Which leads me on to three connected thoughts. The first is that as long as we thought there was enough of everything for everybody we could accumulate with a free conscience; but now we know that there is such a limit on the world's resources that our gain, our profit, our pay rise, is almost certainly somebody else's loss. But we are so inured to the dynamics of competition that it will be hard for us to abandon this institutional selfishness, to resist the temptation to pull up the drawbridge and at the very least protect what we have when the times demand a much greater effort to build community, not in some sentimental, well-meaning cultural way but in a more concrete effort to involve ourselves in the precarious lives of others.

The second thought is that existentialism, observing the rule of the Lilies, is very tough going for people like us and it will require immense application.

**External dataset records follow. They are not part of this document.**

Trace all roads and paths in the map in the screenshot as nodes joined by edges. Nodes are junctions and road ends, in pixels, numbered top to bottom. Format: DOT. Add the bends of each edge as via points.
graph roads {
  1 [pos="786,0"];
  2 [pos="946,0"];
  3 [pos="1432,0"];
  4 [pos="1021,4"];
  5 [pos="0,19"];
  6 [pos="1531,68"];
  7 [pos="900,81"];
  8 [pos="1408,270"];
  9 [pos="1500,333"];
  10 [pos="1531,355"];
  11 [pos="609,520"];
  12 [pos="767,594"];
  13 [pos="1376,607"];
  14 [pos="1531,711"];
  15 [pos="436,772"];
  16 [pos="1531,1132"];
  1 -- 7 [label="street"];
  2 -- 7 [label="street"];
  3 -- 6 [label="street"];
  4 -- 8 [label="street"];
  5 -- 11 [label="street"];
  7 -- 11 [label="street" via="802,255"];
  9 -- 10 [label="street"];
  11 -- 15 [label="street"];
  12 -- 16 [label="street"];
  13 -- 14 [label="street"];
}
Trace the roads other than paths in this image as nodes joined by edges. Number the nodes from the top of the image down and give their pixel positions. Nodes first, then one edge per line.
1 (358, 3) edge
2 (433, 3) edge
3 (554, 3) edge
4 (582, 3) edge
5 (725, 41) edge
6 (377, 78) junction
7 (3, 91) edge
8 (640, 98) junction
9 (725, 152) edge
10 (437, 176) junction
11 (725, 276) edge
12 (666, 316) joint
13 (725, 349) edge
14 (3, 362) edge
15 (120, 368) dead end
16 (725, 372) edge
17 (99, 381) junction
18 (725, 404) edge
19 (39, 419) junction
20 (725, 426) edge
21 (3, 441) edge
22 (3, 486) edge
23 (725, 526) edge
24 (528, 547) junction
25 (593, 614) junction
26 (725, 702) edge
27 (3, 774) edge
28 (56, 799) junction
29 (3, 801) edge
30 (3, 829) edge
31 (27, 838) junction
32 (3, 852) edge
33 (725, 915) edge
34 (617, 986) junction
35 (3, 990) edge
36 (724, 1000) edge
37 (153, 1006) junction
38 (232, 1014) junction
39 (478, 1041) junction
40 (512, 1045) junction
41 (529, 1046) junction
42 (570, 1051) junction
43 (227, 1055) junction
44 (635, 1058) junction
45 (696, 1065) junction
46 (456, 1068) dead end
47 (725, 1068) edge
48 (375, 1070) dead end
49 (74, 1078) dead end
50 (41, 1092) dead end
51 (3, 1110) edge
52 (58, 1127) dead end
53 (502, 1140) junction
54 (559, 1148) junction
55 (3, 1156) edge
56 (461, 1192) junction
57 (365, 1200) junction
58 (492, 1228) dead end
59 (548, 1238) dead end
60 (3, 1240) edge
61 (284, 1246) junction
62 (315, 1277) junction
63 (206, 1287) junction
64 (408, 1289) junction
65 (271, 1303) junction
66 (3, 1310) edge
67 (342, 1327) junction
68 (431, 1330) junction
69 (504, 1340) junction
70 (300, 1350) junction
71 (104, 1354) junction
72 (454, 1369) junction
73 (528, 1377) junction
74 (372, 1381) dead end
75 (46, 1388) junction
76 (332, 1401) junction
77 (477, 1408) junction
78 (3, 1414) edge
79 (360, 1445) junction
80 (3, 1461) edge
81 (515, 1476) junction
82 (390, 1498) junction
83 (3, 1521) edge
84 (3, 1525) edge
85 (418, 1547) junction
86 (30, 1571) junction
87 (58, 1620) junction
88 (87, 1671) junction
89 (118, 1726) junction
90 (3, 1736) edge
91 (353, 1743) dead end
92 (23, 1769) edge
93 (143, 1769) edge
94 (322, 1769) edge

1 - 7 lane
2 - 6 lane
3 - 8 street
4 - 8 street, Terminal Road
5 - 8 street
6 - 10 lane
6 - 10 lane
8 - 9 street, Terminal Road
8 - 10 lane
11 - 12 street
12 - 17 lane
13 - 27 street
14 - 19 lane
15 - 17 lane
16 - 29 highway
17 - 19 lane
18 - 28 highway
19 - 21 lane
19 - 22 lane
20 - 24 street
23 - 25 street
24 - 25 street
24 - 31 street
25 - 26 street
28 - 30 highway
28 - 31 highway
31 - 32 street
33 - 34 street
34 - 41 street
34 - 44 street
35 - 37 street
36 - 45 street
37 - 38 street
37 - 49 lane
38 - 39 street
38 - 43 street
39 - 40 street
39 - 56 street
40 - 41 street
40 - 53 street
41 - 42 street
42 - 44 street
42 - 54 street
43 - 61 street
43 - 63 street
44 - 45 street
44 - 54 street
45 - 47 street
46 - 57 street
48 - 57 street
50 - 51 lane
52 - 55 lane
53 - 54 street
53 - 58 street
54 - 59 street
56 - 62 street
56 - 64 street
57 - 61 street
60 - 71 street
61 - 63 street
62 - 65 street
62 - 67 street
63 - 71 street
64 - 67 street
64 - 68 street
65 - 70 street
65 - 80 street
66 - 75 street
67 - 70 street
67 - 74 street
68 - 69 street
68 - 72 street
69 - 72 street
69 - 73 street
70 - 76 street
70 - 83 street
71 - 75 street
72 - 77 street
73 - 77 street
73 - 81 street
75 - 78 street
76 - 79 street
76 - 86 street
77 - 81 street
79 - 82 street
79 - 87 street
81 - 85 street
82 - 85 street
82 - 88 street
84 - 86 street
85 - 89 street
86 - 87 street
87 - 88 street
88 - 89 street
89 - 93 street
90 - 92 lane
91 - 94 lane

But, again, the hum in my head says that wishing for the crisis to pass is just not going to be good enough. We are in for a prolonged period of economic and political turbulence and we will have to adjust to it psychologically and spiritually, that carrying on as we are going to leave us and our inheritors poorly equipped for the medium-term. We have lived off the fat of the land since the Second World War and, ironically, the one area of planning in which we have been deficient is foregoing present luxury in order to build resilience into our systems; so now we are short of everything, and although we claim to love our children and grandchildren, look at what we have bequeathed to them in accumulating climate change, crumbling infrastructure, disintegrating public services, public and private debt, housing shortages and, for too many, low wages. At the very least we need to be much more genuinely, not nominally, penitent; and the way to make up, to some extent, for our errors, is to learn to accept our lot as it is and to resist the temptation to plan and accumulate and control, particularly if that is, as is most likely, at the expense of other.

And finally, my third thought is, I suppose, what you would expect a Christian preacher to say but this time, I really mean it: what history we have of promises being kept; what stability we have in the present and what hope we have for the future are all in Christ and Christ only. No matter what elegant towers of ethical beauty we erect, no matter what performances of virtue we choreograph, no matter what purple passages of pious prose we proclaim, without Christ these all are no more than instants. The idea that we, ourselves, can build not a brave new world but even a viable one is an illusion.

All of which leads to the inevitable conclusion that if we are serious about saving the world for those who come after us, we will have to alter our ways, our physical ways, yes, but even more fundamentally, our cultural and spiritual ways. If we are to build community instead of trying to insulate ourselves from it, we will have to be brave rather than defensive and this means that we will have to be prepared for setbacks; and when we suffer those setbacks, we will need to know, in reality and not simply in rhetoric, that God is our refuge in times of trouble.